■ Action item
Among the entries below, extract exactly the lines that run from the one with "middle dip: (750, 848)" through the one with "index dip: (1224, 852)", both ends included.
• • • •
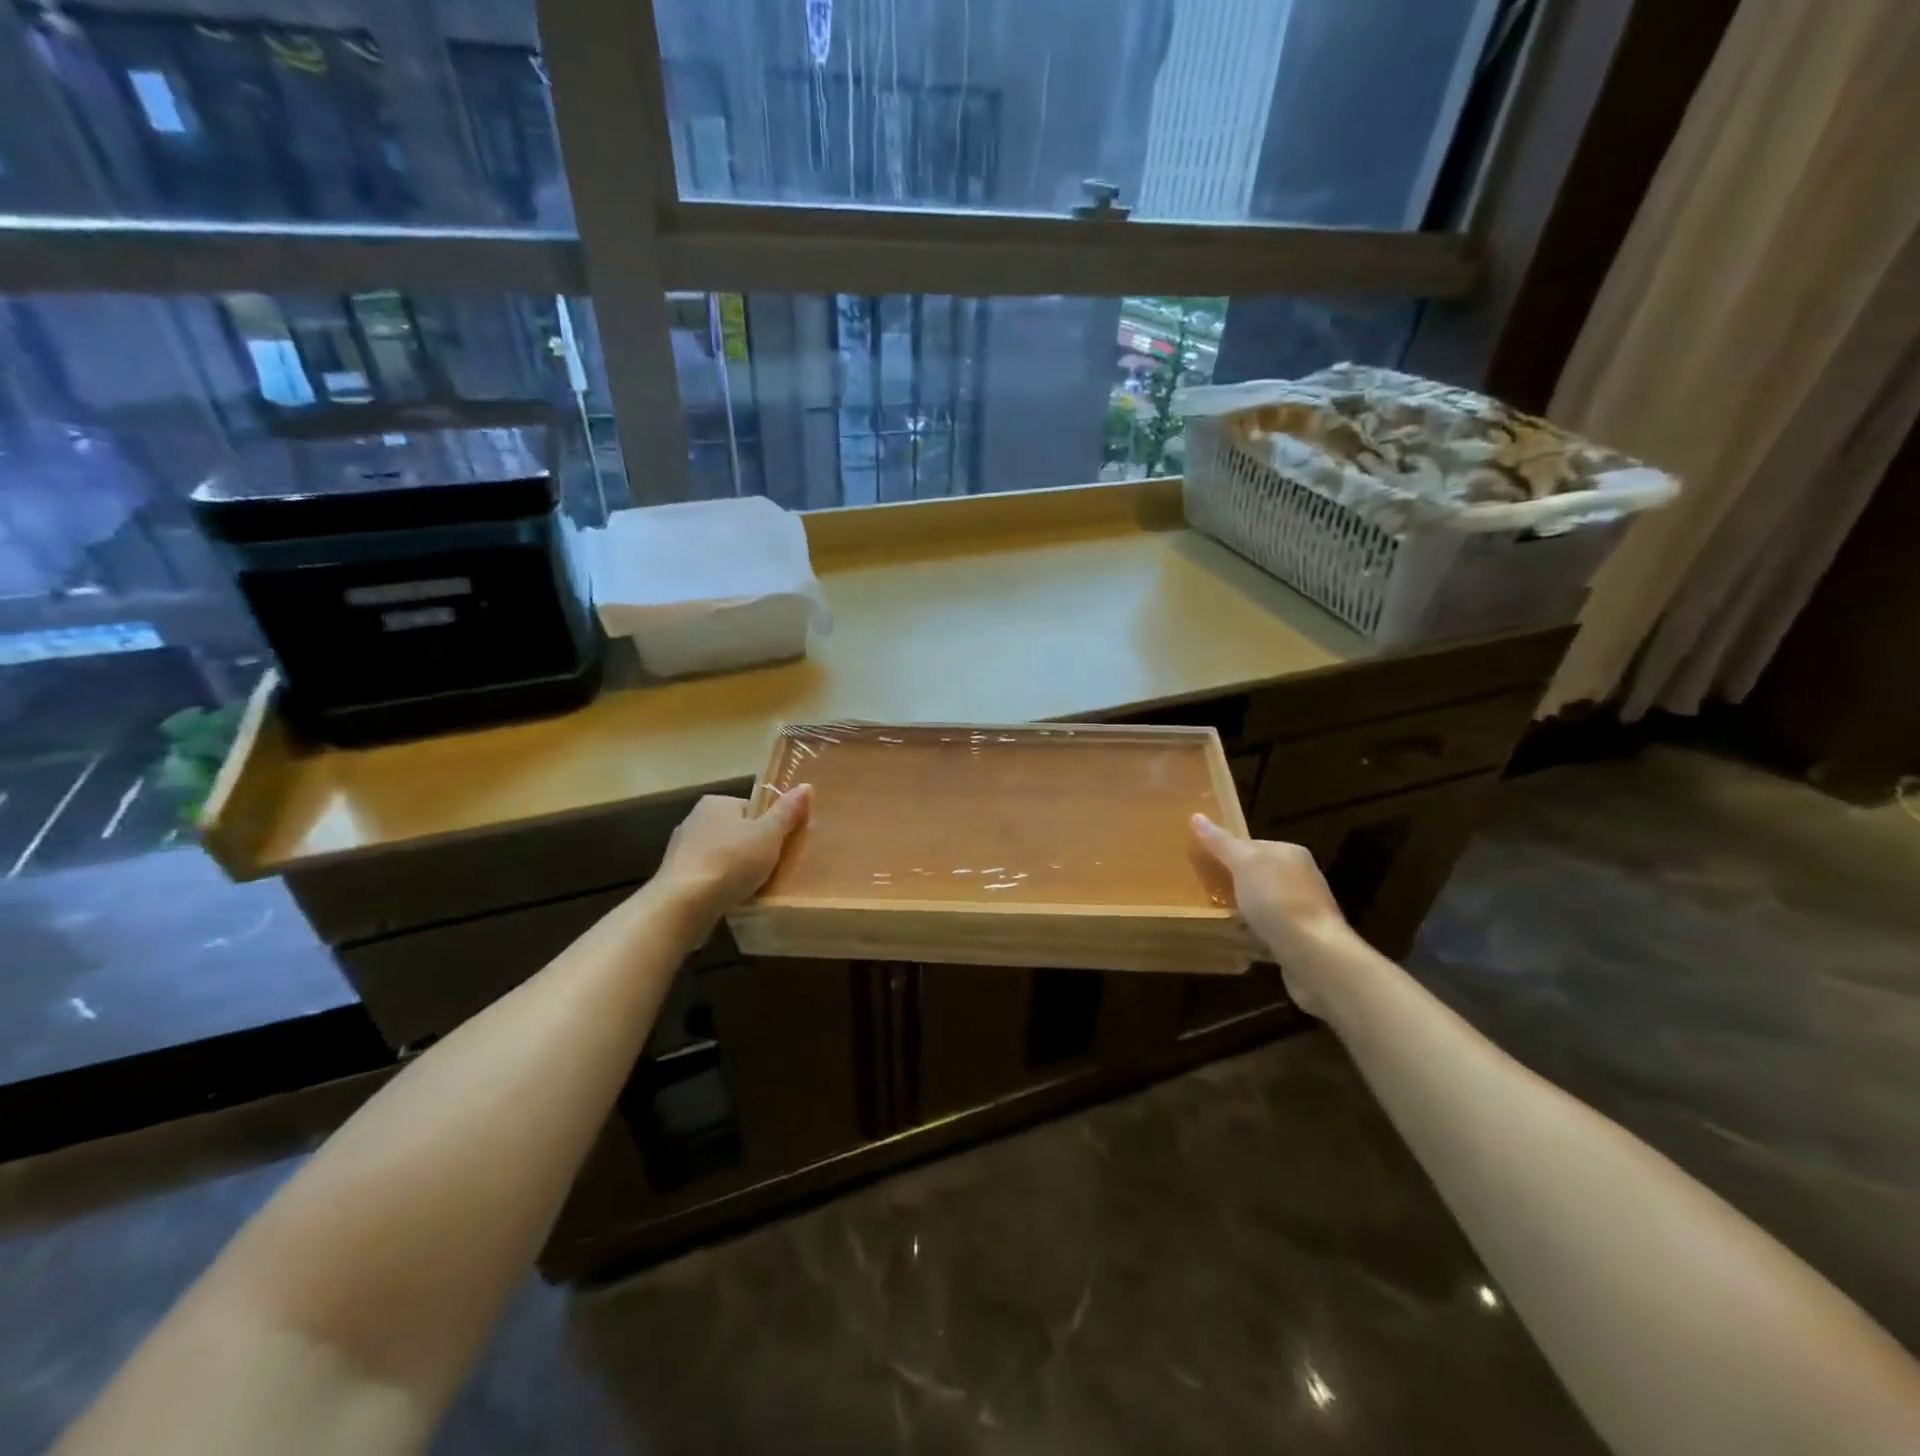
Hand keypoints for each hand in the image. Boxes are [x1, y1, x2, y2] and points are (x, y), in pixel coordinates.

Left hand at [652, 786, 812, 928]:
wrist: (683, 904)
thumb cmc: (731, 861)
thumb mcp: (769, 835)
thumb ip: (787, 812)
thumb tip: (806, 785)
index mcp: (716, 802)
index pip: (751, 808)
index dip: (768, 826)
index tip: (780, 846)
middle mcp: (694, 819)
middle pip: (735, 831)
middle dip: (750, 848)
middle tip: (770, 868)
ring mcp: (680, 849)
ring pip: (719, 855)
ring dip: (734, 868)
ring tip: (752, 887)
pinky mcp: (674, 877)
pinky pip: (706, 876)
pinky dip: (718, 885)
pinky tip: (729, 899)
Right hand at [1191, 814, 1356, 1016]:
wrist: (1314, 956)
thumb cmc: (1277, 901)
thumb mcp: (1243, 864)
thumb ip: (1221, 843)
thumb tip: (1197, 816)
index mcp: (1290, 853)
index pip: (1250, 844)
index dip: (1224, 852)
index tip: (1201, 865)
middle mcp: (1301, 877)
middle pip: (1256, 873)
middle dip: (1232, 882)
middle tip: (1204, 891)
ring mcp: (1303, 909)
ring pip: (1262, 902)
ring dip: (1243, 909)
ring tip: (1217, 916)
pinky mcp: (1302, 938)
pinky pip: (1269, 927)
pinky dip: (1254, 931)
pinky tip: (1239, 939)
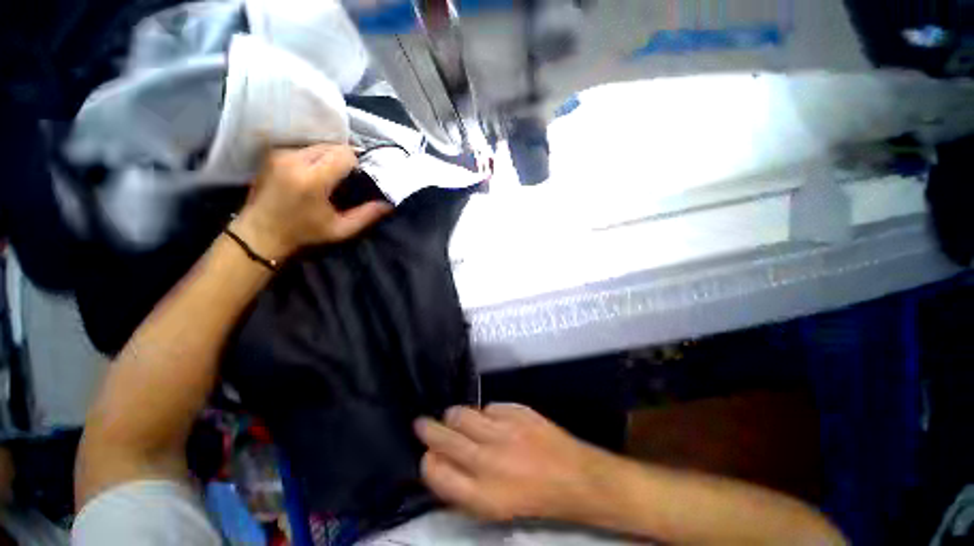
• • • •
■ Solution to this task
middle dip: (750, 848)
middle tip: (770, 868)
ring mcp: (680, 849)
ring pip: (719, 855)
ring dip: (734, 868)
ring tip: (752, 887)
pinky mcp: (674, 877)
pinky pip: (706, 876)
pinky dip: (718, 885)
pinky tip: (729, 899)
Right hand at [1191, 814, 1356, 1016]:
wrist: (1314, 956)
thumb cmc: (1277, 901)
thumb mcp: (1243, 864)
thumb ip: (1221, 843)
thumb tip: (1197, 816)
index mcp: (1290, 853)
index pip: (1250, 844)
index dip: (1224, 852)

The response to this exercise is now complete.